### ABOUT THIS EXERCISE
Lines of the data that contain the word "سلمان" are the ones to copy.

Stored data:
- - - - - - -

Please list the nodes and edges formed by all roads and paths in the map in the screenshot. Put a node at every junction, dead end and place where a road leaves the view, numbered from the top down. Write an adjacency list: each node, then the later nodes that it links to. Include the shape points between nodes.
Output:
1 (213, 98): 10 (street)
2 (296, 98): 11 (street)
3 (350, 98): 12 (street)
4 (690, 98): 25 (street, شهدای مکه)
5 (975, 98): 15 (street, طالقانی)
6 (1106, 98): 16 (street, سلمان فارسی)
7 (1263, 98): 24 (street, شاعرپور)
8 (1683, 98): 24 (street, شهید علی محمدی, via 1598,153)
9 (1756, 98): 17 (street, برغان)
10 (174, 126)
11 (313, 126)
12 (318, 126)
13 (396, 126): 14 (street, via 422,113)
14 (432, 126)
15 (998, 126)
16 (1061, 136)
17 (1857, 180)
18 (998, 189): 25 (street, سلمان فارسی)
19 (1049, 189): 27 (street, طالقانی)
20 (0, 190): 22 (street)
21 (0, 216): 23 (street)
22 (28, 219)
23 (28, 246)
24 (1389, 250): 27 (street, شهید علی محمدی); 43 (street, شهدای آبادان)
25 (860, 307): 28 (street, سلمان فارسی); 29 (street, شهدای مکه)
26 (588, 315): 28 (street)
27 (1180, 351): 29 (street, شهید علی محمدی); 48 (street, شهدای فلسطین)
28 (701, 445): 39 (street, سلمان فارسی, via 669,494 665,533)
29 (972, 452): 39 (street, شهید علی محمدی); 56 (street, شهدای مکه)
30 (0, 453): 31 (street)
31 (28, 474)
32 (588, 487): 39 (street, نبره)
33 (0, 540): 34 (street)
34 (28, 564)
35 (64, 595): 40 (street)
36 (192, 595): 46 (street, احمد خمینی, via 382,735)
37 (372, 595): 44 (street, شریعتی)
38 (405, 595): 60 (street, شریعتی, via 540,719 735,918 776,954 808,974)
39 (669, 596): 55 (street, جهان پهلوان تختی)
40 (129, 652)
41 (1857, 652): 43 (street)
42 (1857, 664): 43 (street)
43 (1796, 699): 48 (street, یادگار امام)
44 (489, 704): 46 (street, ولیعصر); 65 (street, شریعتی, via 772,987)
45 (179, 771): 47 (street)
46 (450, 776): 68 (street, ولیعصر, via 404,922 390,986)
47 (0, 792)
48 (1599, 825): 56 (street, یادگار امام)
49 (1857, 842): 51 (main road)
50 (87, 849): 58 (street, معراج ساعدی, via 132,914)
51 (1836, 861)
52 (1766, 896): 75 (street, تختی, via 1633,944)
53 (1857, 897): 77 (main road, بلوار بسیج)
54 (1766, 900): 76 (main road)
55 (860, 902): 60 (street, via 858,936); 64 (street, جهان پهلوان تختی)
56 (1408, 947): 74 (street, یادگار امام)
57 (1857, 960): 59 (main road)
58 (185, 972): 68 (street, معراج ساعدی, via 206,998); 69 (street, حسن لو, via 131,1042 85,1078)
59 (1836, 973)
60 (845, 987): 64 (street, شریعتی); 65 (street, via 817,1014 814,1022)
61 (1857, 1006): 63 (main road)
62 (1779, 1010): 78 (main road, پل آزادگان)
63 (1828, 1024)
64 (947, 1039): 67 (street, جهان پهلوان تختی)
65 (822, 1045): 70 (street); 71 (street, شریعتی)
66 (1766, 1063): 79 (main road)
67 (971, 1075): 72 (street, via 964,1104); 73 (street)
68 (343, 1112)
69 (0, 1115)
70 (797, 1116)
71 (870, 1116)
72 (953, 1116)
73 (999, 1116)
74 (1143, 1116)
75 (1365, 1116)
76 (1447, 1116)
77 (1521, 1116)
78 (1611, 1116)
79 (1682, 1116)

- - - - - - -

### WRITTEN REPLY
6 (1106, 98): 16 (street, سلمان فارسی)
18 (998, 189): 25 (street, سلمان فارسی)
25 (860, 307): 28 (street, سلمان فارسی); 29 (street, شهدای مکه)
28 (701, 445): 39 (street, سلمان فارسی, via 669,494 665,533)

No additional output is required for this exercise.